To do | Reproduce the data exactly; no word may be added or dropped.

[Saved data entries]
● ● ●

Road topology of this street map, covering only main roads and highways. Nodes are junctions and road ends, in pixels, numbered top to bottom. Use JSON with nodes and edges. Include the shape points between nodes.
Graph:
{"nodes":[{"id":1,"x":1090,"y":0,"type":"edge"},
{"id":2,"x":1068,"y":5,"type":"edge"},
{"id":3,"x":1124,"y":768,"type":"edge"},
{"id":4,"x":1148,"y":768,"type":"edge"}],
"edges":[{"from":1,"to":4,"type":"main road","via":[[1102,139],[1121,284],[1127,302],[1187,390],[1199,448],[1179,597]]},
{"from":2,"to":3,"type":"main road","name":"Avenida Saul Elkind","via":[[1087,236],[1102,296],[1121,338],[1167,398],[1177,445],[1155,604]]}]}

● ● ●

Output of the exercise |
Road topology of this street map, covering only main roads and highways. Nodes are junctions and road ends, in pixels, numbered top to bottom. Use JSON with nodes and edges. Include the shape points between nodes.
Graph:
{"nodes":[{"id":1,"x":1090,"y":0,"type":"edge"},
{"id":2,"x":1068,"y":5,"type":"edge"},
{"id":3,"x":1124,"y":768,"type":"edge"},
{"id":4,"x":1148,"y":768,"type":"edge"}],
"edges":[{"from":1,"to":4,"type":"main road","via":[[1102,139],[1121,284],[1127,302],[1187,390],[1199,448],[1179,597]]},
{"from":2,"to":3,"type":"main road","name":"Avenida Saul Elkind","via":[[1087,236],[1102,296],[1121,338],[1167,398],[1177,445],[1155,604]]}]}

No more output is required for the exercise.